Currently, FTTx has become very popular in an access domain because of its advantages such as high bandwidth and a long distance, and particularly, an optical access technology characterized by point-to-multipoint transmission, that is, a passive optical network (passive optical network, PON) has gained the attention of the industry. Compared with point-to-point optical access, a PON central office uses a feeder fiber, which can be divided into tens of or even more fibers, to connect to users, and network construction costs are greatly reduced. The PON is a most economical and effective technical means of the FTTx. At present, a PON technology mainly includes an Ethernet passive optical network (Ethernet Passive Optical Network, EPON), a gigabit passive optical network (Gigabit Passive Optical Network, GPON), and the like, and a main difference between the EPON and the GPON lies in that different Layer 2 technologies are used.
With the arrival of an era of cloud computing, bandwidth and services of an access network increase rapidly, and problems and challenges that a conventional PON faces are increasingly prominent. The conventional PON is designed by using broadband access of residential users as the core, and a bandwidth statistical multiplexing gain brought by Time Division Multiple Access (TDMA) and a large port convergence ratio are core technical advantages of the conventional PON. However, when a TDMA channel is applied to a service scenario other than residential broadband access, there are many limitations and disadvantages.
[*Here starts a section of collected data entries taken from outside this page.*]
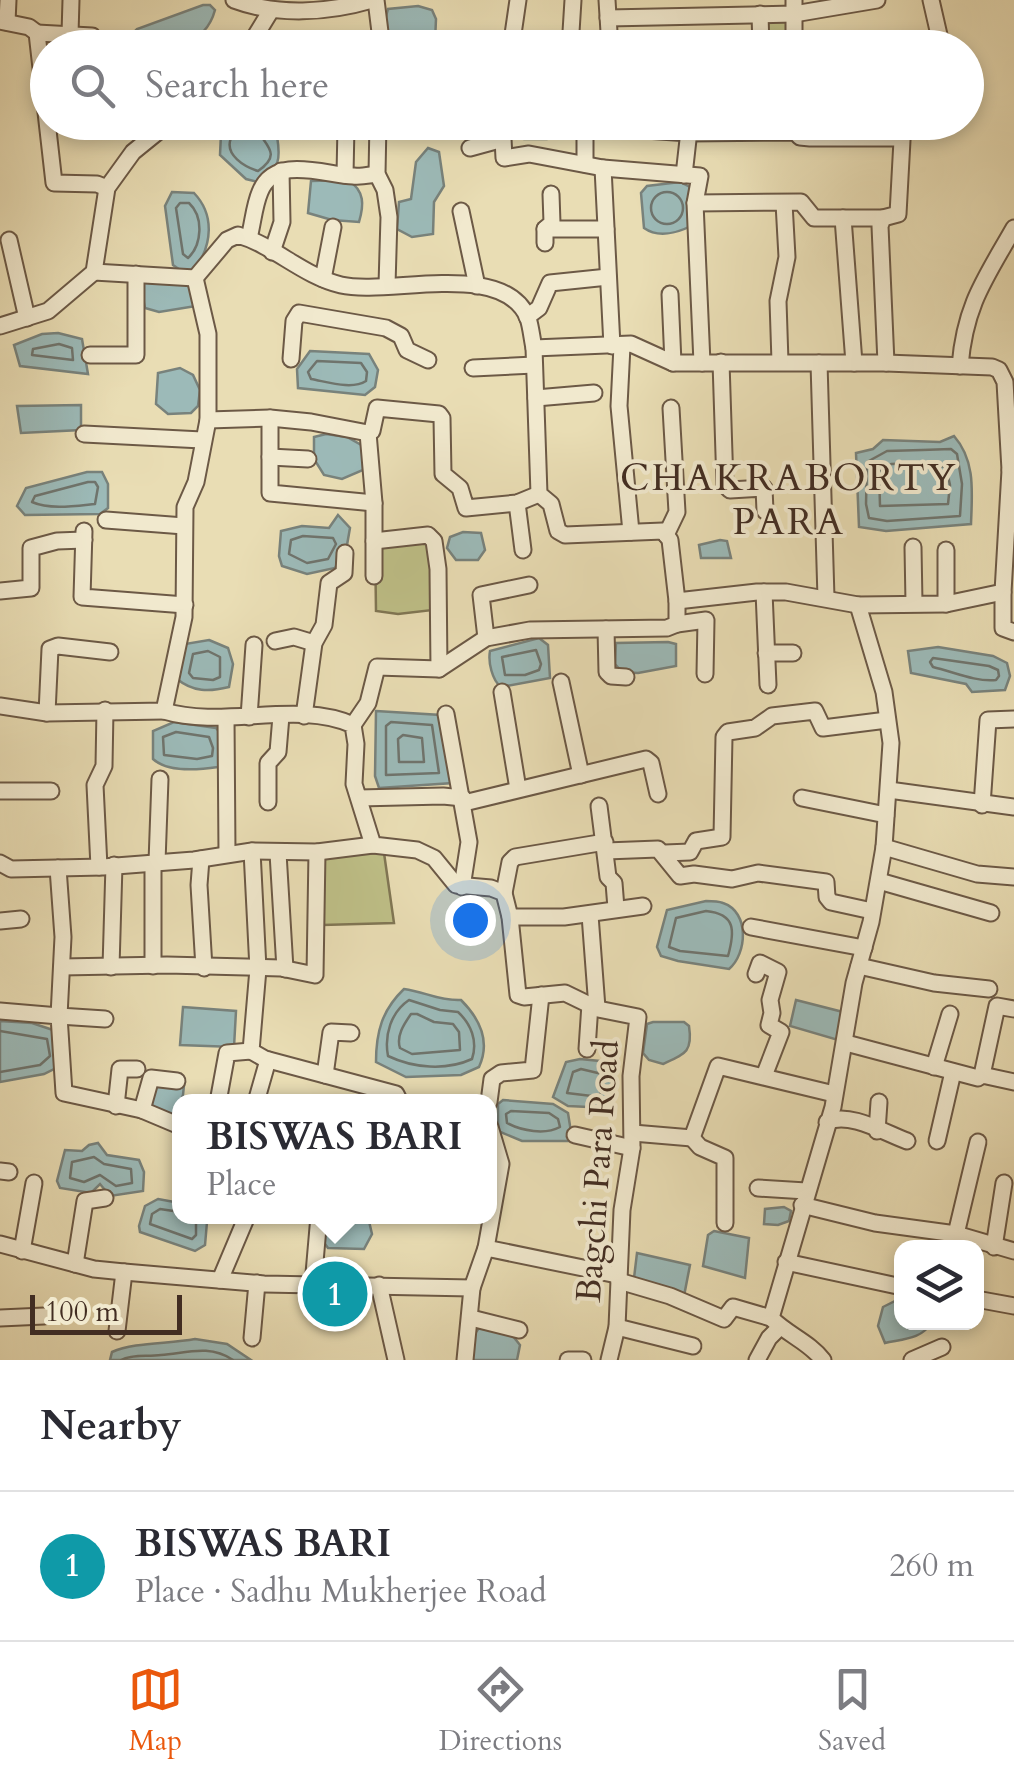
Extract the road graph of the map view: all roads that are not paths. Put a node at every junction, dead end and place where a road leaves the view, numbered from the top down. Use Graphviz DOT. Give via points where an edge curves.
graph roads {
  1 [pos="8,0"];
  2 [pos="71,0"];
  3 [pos="234,0"];
  4 [pos="374,0"];
  5 [pos="518,0"];
  6 [pos="573,0"];
  7 [pos="607,0"];
  8 [pos="878,0"];
  9 [pos="931,0"];
  10 [pos="794,7"];
  11 [pos="270,12"];
  12 [pos="760,14"];
  13 [pos="608,18"];
  14 [pos="3,22"];
  15 [pos="32,30"];
  16 [pos="70,30"];
  17 [pos="259,30"];
  18 [pos="379,30"];
  19 [pos="514,30"];
  20 [pos="571,30"];
  21 [pos="609,30"];
  22 [pos="760,30"];
  23 [pos="938,30"];
  24 [pos="48,140"];
  25 [pos="148,140"];
  26 [pos="343,140"];
  27 [pos="378,140"];
  28 [pos="499,140"];
  29 [pos="503,140"];
  30 [pos="585,140"];
  31 [pos="688,140"];
  32 [pos="902,140"];
  33 [pos="470,148"];
  34 [pos="584,164"];
  35 [pos="603,168"];
  36 [pos="281,171"];
  37 [pos="377,174"];
  38 [pos="345,175"];
  39 [pos="684,175"];
  40 [pos="106,188"];
  41 [pos="551,194"];
  42 [pos="695,203"];
  43 [pos="784,203"];
  44 [pos="461,211"];
  45 [pos="842,218"];
  46 [pos="883,218"];
  47 [pos="333,227"];
  48 [pos="1014,228"];
  49 [pos="606,230"];
  50 [pos="249,238"];
  51 [pos="9,240"];
  52 [pos="272,252"];
  53 [pos="94,272"];
  54 [pos="136,274"];
  55 [pos="608,276"];
  56 [pos="195,278"];
  57 [pos="323,279"];
  58 [pos="387,285"];
  59 [pos="477,286"];
  60 [pos="670,294"];
  61 [pos="528,317"];
  62 [pos="27,318"];
  63 [pos="0,326"];
  64 [pos="617,346"];
  65 [pos="90,355"];
  66 [pos="534,357"];
  67 [pos="290,359"];
  68 [pos="428,360"];
  69 [pos="721,362"];
  70 [pos="780,362"];
  71 [pos="673,363"];
  72 [pos="702,363"];
  73 [pos="820,363"];
  74 [pos="854,363"];
  75 [pos="886,363"];
  76 [pos="960,366"];
  77 [pos="472,368"];
  78 [pos="594,393"];
  79 [pos="536,398"];
  80 [pos="671,408"];
  81 [pos="270,418"];
  82 [pos="208,420"];
  83 [pos="368,433"];
  84 [pos="84,434"];
  85 [pos="202,440"];
  86 [pos="270,457"];
  87 [pos="308,458"];
  88 [pos="1012,470"];
  89 [pos="539,494"];
  90 [pos="518,503"];
  91 [pos="374,504"];
  92 [pos="764,511"];
  93 [pos="106,520"];
  94 [pos="184,526"];
  95 [pos="632,532"];
  96 [pos="666,536"];
  97 [pos="374,542"];
  98 [pos="913,548"];
  99 [pos="524,550"];
  100 [pos="946,550"];
  101 [pos="346,553"];
  102 [pos="374,576"];
  103 [pos="530,585"];
  104 [pos="0,590"];
  105 [pos="764,592"];
  106 [pos="1003,592"];
  107 [pos="826,598"];
  108 [pos="677,601"];
  109 [pos="914,603"];
  110 [pos="185,604"];
  111 [pos="946,604"];
  112 [pos="858,605"];
  113 [pos="677,624"];
  114 [pos="606,629"];
  115 [pos="1014,632"];
  116 [pos="486,638"];
  117 [pos="275,640"];
  118 [pos="314,643"];
  119 [pos="254,645"];
  120 [pos="110,652"];
  121 [pos="766,652"];
  122 [pos="793,653"];
  123 [pos="439,668"];
  124 [pos="704,674"];
  125 [pos="626,677"];
  126 [pos="560,682"];
  127 [pos="768,685"];
  128 [pos="502,692"];
  129 [pos="0,706"];
  130 [pos="105,710"];
  131 [pos="164,711"];
  132 [pos="47,713"];
  133 [pos="446,714"];
  134 [pos="280,716"];
  135 [pos="304,716"];
  136 [pos="248,717"];
  137 [pos="226,718"];
  138 [pos="887,720"];
  139 [pos="1014,720"];
  140 [pos="353,724"];
  141 [pos="581,775"];
  142 [pos="160,778"];
  143 [pos="518,788"];
  144 [pos="888,790"];
  145 [pos="0,791"];
  146 [pos="51,791"];
  147 [pos="658,794"];
  148 [pos="359,798"];
  149 [pos="802,798"];
  150 [pos="464,801"];
  151 [pos="268,802"];
  152 [pos="982,805"];
  153 [pos="599,806"];
  154 [pos="1014,807"];
  155 [pos="886,815"];
  156 [pos="373,844"];
  157 [pos="605,846"];
  158 [pos="884,847"];
  159 [pos="252,851"];
  160 [pos="316,852"];
  161 [pos="227,853"];
  162 [pos="278,854"];
  163 [pos="665,854"];
  164 [pos="201,859"];
  165 [pos="155,862"];
  166 [pos="0,863"];
  167 [pos="107,866"];
  168 [pos="956,866"];
  169 [pos="58,868"];
  170 [pos="1014,877"];
  171 [pos="879,881"];
  172 [pos="462,887"];
  173 [pos="504,893"];
  174 [pos="946,898"];
  175 [pos="643,906"];
  176 [pos="616,908"];
  177 [pos="872,911"];
  178 [pos="991,914"];
  179 [pos="590,915"];
  180 [pos="510,917"];
  181 [pos="20,919"];
  182 [pos="0,921"];
  183 [pos="864,948"];
  184 [pos="153,966"];
  185 [pos="859,966"];
  186 [pos="62,967"];
  187 [pos="111,967"];
  188 [pos="204,968"];
  189 [pos="258,969"];
  190 [pos="285,969"];
  191 [pos="989,989"];
  192 [pos="542,996"];
  193 [pos="593,1006"];
  194 [pos="1014,1009"];
  195 [pos="0,1011"];
  196 [pos="950,1014"];
  197 [pos="59,1016"];
  198 [pos="105,1020"];
  199 [pos="351,1033"];
  200 [pos="846,1043"];
  201 [pos="587,1049"];
  202 [pos="251,1051"];
  203 [pos="268,1060"];
  204 [pos="934,1068"];
  205 [pos="137,1069"];
  206 [pos="953,1072"];
  207 [pos="324,1075"];
  208 [pos="764,1076"];
  209 [pos="982,1076"];
  210 [pos="177,1081"];
  211 [pos="1014,1082"];
  212 [pos="219,1094"];
  213 [pos="258,1094"];
  214 [pos="396,1094"];
  215 [pos="490,1094"];
  216 [pos="834,1094"];
  217 [pos="880,1102"];
  218 [pos="116,1106"];
  219 [pos="142,1110"];
  220 [pos="827,1122"];
  221 [pos="172,1123"];
  222 [pos="877,1131"];
  223 [pos="575,1135"];
  224 [pos="692,1138"];
  225 [pos="633,1140"];
  226 [pos="907,1140"];
  227 [pos="938,1141"];
  228 [pos="978,1142"];
  229 [pos="497,1151"];
  230 [pos="497,1178"];
  231 [pos="34,1183"];
  232 [pos="1004,1184"];
  233 [pos="758,1188"];
  234 [pos="105,1198"];
  235 [pos="804,1198"];
  236 [pos="725,1223"];
  237 [pos="243,1224"];
  238 [pos="318,1224"];
  239 [pos="486,1224"];
  240 [pos="956,1234"];
  241 [pos="0,1244"];
  242 [pos="994,1247"];
  243 [pos="486,1248"];
  244 [pos="22,1251"];
  245 [pos="1014,1251"];
  246 [pos="786,1262"];
  247 [pos="75,1264"];
  248 [pos="124,1272"];
  249 [pos="618,1278"];
  250 [pos="220,1280"];
  251 [pos="257,1283"];
  252 [pos="313,1285"];
  253 [pos="894,1285"];
  254 [pos="379,1286"];
  255 [pos="473,1286"];
  256 [pos="984,1301"];
  257 [pos="1014,1306"];
  258 [pos="44,1316"];
  259 [pos="0,1318"];
  260 [pos="471,1318"];
  261 [pos="776,1322"];
  262 [pos="617,1327"];
  263 [pos="520,1330"];
  264 [pos="117,1331"];
  265 [pos="252,1338"];
  266 [pos="693,1346"];
  267 [pos="942,1348"];
  268 [pos="396,1360"];
  269 [pos="465,1360"];
  270 [pos="568,1360"];
  271 [pos="582,1360"];
  272 [pos="609,1360"];
  273 [pos="758,1360"];
  274 [pos="823,1360"];
  275 [pos="912,1360"];
  1 -- 14 [label="street"];
  2 -- 16 [label="street"];
  3 -- 11 [label="street"];
  4 -- 11 [label="street"];
  4 -- 18 [label="street"];
  5 -- 19 [label="street"];
  6 -- 20 [label="street"];
  7 -- 13 [label="street"];
  8 -- 10 [label="street"];
  9 -- 23 [label="street"];
  10 -- 12 [label="street"];
  11 -- 17 [label="street"];
  12 -- 13 [label="street"];
  12 -- 22 [label="street"];
  13 -- 21 [label="street"];
  14 -- 15 [label="street"];
  24 -- 40 [label="street" via="52,181"];
  25 -- 40 [label="street"];
  26 -- 38 [label="street"];
  27 -- 37 [label="street"];
  28 -- 33 [label="street"];
  29 -- 34 [label="street" via="504,158 529,154"];
  30 -- 34 [label="street"];
  31 -- 39 [label="street"];
  32 -- 46 [label="street" via="898,214"];
  34 -- 35 [label="street"];
  35 -- 39 [label="street"];
  35 -- 49 [label="street"];
  36 -- 38 [label="street"];
  36 -- 50 [label="street" via="260,193"];
  36 -- 52 [label="street" via="282,222"];
  37 -- 38 [label="street"];
  37 -- 58 [label="street" via="388,217"];
  39 -- 42 [label="street" via="700,176"];
  40 -- 53 [label="street"];
  41 -- 49 [label="street" via="552,223 545,236"];
  42 -- 43 [label="street"];
  42 -- 72 [label="street"];
  43 -- 45 [label="street" via="803,203 814,218"];
  43 -- 70 [label="street"];
  44 -- 59 [label="street"];
  45 -- 46 [label="street"];
  45 -- 74 [label="street"];
  46 -- 75 [label="street"];
  47 -- 57 [label="street"];
  48 -- 76 [label="street" via="974,300"];
  49 -- 55 [label="street"];
  50 -- 52 [label="street"];
  50 -- 56 [label="street" via="227,240"];
  51 -- 62 [label="street"];
  52 -- 57 [label="street"];
  53 -- 54 [label="street"];
  53 -- 62 [label="street" via="60,304"];
  54 -- 56 [label="street"];
  54 -- 65 [label="street" via="136,355"];
  55 -- 61 [label="street" via="550,284"];
  55 -- 64 [label="street"];
  56 -- 82 [label="street" via="208,334"];
  57 -- 58 [label="street" via="344,286"];
  58 -- 59 [label="street"];
  59 -- 61 [label="street" via="510,296"];
  60 -- 71 [label="street"];
  61 -- 66 [label="street"];
  62 -- 63 [label="street"];
  64 -- 66 [label="street"];
  64 -- 71 [label="street" via="631,344"];
  64 -- 95 [label="street"];
  66 -- 77 [label="street"];
  66 -- 79 [label="street"];
  67 -- 68 [label="street" via="299,313 386,328"];
  69 -- 70 [label="street"];
  69 -- 72 [label="street"];
  69 -- 92 [label="street" via="725,485 764,488"];
  70 -- 73 [label="street"];
  71 -- 72 [label="street"];
  73 -- 74 [label="street"];
  73 -- 107 [label="street"];
  74 -- 75 [label="street"];
  75 -- 76 [label="street"];
  76 -- 88 [label="street" via="992,367 1003,375"];
  78 -- 79 [label="street"];
  79 -- 89 [label="street"];
  80 -- 96 [label="street" via="678,512"];
  81 -- 82 [label="street"];
  81 -- 83 [label="street"];
  81 -- 86 [label="street"];
  82 -- 85 [label="street"];
  83 -- 90 [label="street" via="378,408 441,415 443,474 460,488 466,508"];
  83 -- 91 [label="street"];
  84 -- 85 [label="street"];
  85 -- 94 [label="street"];
  86 -- 87 [label="street"];
  86 -- 91 [label="street" via="270,493"];
  88 -- 106 [label="street"];
  89 -- 90 [label="street"];
  89 -- 95 [label="street" via="551,504 561,534"];
  90 -- 99 [label="street"];
  91 -- 97 [label="street"];
  93 -- 94 [label="street"];
  94 -- 110 [label="street"];
  95 -- 96 [label="street"];
  96 -- 108 [label="street"];
  97 -- 102 [label="street"];
  97 -- 123 [label="street" via="428,536 434,541"];
  98 -- 109 [label="street"];
  100 -- 111 [label="street"];
  101 -- 118 [label="street" via="344,574 328,583 324,625"];
  103 -- 116 [label="street" via="481,595"];
  104 -- 110 [label="street" via="30,588 31,548 84,536 82,596"];
  105 -- 107 [label="street"];
  105 -- 108 [label="street"];
  105 -- 121 [label="street"];
  106 -- 111 [label="street"];
  106 -- 115 [label="street" via="1003,628"];
  107 -- 112 [label="street"];
  108 -- 113 [label="street"];
  109 -- 111 [label="street"];
  109 -- 112 [label="street"];
  110 -- 131 [label="street"];
  112 -- 138 [label="street"];
  113 -- 114 [label="street"];
  113 -- 124 [label="street" via="706,620"];
  114 -- 116 [label="street"];
  114 -- 125 [label="street" via="607,672"];
  116 -- 123 [label="street"];
  117 -- 118 [label="street"];
  118 -- 135 [label="street"];
  119 -- 136 [label="street"];
  120 -- 132 [label="street" via="50,649"];
  121 -- 122 [label="street"];
  121 -- 127 [label="street"];
  123 -- 140 [label="street" via="377,666 368,704"];
  126 -- 141 [label="street"];
  128 -- 143 [label="street"];
  129 -- 132 [label="street"];
  130 -- 131 [label="street"];
  130 -- 132 [label="street"];
  130 -- 167 [label="street" via="104,766 96,785"];
  131 -- 137 [label="street"];
  133 -- 150 [label="street"];
  134 -- 135 [label="street"];
  134 -- 136 [label="street"];
  134 -- 151 [label="street" via="278,752 268,763"];
  135 -- 140 [label="street"];
  136 -- 137 [label="street"];
  137 -- 161 [label="street"];
  138 -- 144 [label="street"];
  138 -- 163 [label="street" via="823,728 815,711 772,716 756,728 728,732 722,837 696,842 690,852"];
  139 -- 152 [label="street" via="988,720"];
  140 -- 148 [label="street"];
  141 -- 143 [label="street"];
  141 -- 147 [label="street" via="649,760"];
  142 -- 165 [label="street"];
  143 -- 150 [label="street"];
  144 -- 152 [label="street"];
  144 -- 155 [label="street"];
  145 -- 146 [label="street"];
  148 -- 150 [label="street"];
  148 -- 156 [label="street"];
  149 -- 155 [label="street"];
  150 -- 172 [label="street" via="469,842"];
  152 -- 154 [label="street"];
  153 -- 157 [label="street"];
  155 -- 158 [label="street"];
  156 -- 160 [label="street"];
  156 -- 172 [label="street" via="434,858"];
  157 -- 163 [label="street" via="651,847"];
  157 -- 173 [label="street" via="515,857"];
  157 -- 176 [label="street"];
  158 -- 168 [label="street"];
  158 -- 171 [label="street"];
  159 -- 161 [label="street"];
  159 -- 162 [label="street"];
  159 -- 189 [label="street"];
  160 -- 162 [label="street"];
  160 -- 190 [label="street" via="314,975"];
  161 -- 164 [label="street"];
  162 -- 190 [label="street"];
  163 -- 177 [label="street" via="677,875 770,874 826,882 831,902"];
  164 -- 165 [label="street"];
  164 -- 188 [label="street"];
  165 -- 167 [label="street"];
  165 -- 184 [label="street"];
  166 -- 169 [label="street" via="11,869"];
  167 -- 169 [label="street"];
  167 -- 187 [label="street"];
  168 -- 170 [label="street"];
  168 -- 174 [label="street"];
  169 -- 186 [label="street"];
  171 -- 174 [label="street"];
  171 -- 177 [label="street"];
  172 -- 173 [label="street"];
  173 -- 180 [label="street"];
  174 -- 178 [label="street"];
  175 -- 176 [label="street"];
  176 -- 179 [label="street"];
  177 -- 183 [label="street"];
  179 -- 180 [label="street"];
  179 -- 193 [label="street"];
  180 -- 192 [label="street" via="518,995"];
  181 -- 182 [label="street"];
  183 -- 185 [label="street"];
  183 -- 208 [label="street" via="757,929 757,969 778,972 769,1025 781,1031"];
  184 -- 187 [label="street"];
  184 -- 188 [label="street"];
  185 -- 191 [label="street"];
  185 -- 200 [label="street"];
  186 -- 187 [label="street"];
  186 -- 197 [label="street"];
  188 -- 189 [label="street"];
  189 -- 190 [label="street"];
  189 -- 202 [label="street"];
  192 -- 193 [label="street, Bagchi Para Road" via="564,993"];
  192 -- 215 [label="street" via="533,1070 492,1078"];
  193 -- 201 [label="street"];
  193 -- 225 [label="street, Bagchi Para Road" via="638,1016"];
  194 -- 209 [label="street" via="997,1006"];
  195 -- 197 [label="street"];
  196 -- 204 [label="street"];
  197 -- 198 [label="street"];
  197 -- 218 [label="street" via="64,1093"];
  199 -- 207 [label="street" via="330,1032"];
  200 -- 204 [label="street"];
  200 -- 216 [label="street"];
  202 -- 203 [label="street"];
  202 -- 212 [label="street" via="227,1053"];
  203 -- 207 [label="street"];
  203 -- 213 [label="street"];
  204 -- 206 [label="street"];
  205 -- 218 [label="street" via="120,1069"];
  206 -- 209 [label="street"];
  206 -- 227 [label="street"];
  207 -- 214 [label="street"];
  208 -- 216 [label="street"];
  208 -- 224 [label="street" via="716,1068"];
  209 -- 211 [label="street"];
  210 -- 219 [label="street" via="151,1078"];
  216 -- 220 [label="street"];
  217 -- 222 [label="street"];
  218 -- 219 [label="street"];
  219 -- 221 [label="street"];
  220 -- 222 [label="street" via="835,1118"];
  220 -- 235 [label="street"];
  222 -- 226 [label="street"];
  223 -- 225 [label="street"];
  224 -- 225 [label="street"];
  224 -- 236 [label="street" via="725,1159"];
  225 -- 249 [label="street, Bagchi Para Road"];
  228 -- 240 [label="street"];
  229 -- 230 [label="street"];
  231 -- 244 [label="street"];
  232 -- 242 [label="street"];
  233 -- 235 [label="street"];
  234 -- 247 [label="street" via="85,1201"];
  235 -- 240 [label="street" via="875,1223"];
  235 -- 246 [label="street"];
  237 -- 250 [label="street"];
  238 -- 252 [label="street"];
  239 -- 243 [label="street"];
  240 -- 242 [label="street"];
  241 -- 244 [label="street"];
  242 -- 245 [label="street"];
  243 -- 249 [label="street"];
  243 -- 255 [label="street"];
  244 -- 247 [label="street"];
  246 -- 253 [label="street"];
  246 -- 261 [label="street"];
  247 -- 248 [label="street"];
  248 -- 250 [label="street"];
  248 -- 264 [label="street"];
  249 -- 261 [label="street" via="724,1319 733,1308"];
  249 -- 262 [label="street, Bagchi Para Road"];
  250 -- 251 [label="street"];
  251 -- 252 [label="street"];
  251 -- 265 [label="street"];
  252 -- 254 [label="street"];
  254 -- 255 [label="street"];
  254 -- 268 [label="street"];
  255 -- 260 [label="street"];
  256 -- 257 [label="street"];
  258 -- 259 [label="street"];
  260 -- 263 [label="street"];
  260 -- 269 [label="street"];
  261 -- 273 [label="street"];
  261 -- 274 [label="street"];
  262 -- 266 [label="street"];
  262 -- 272 [label="street, Bagchi Para Road"];
  267 -- 275 [label="street"];
  270 -- 271 [label="street"];
}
For example, for enterprise access, a current manner of sharing bandwidth in a time division multiplexing (Time-Division Multiplexing, TDM) manner causes security and reliability problems or the like to the enterprise access; for another example, a low delay of wireless backhaul, precise time synchronization, and large exclusive bandwidth is a key requirement, and therefore, a Time Division Multiple Access technology is not suitable to be used.
For the problems and challenges that the foregoing conventional PON network faces, a solution provided by the prior art is to use different systems separately for different application scenarios. For example, for residential users, a TDM-PON (for example, a GPON or an EPON) is used; for wireless backhaul, a WDM-PON with a low delay is used, or, two systems are stacked in a wavelength superposition manner, to deal with scenarios of residential users and wireless backhaul.
However, in the foregoing solution provided by the prior art, no matter which manner is used, different systems are required to deal with different scenarios, which not only increases investment costs, but also causes complex operation and maintenance.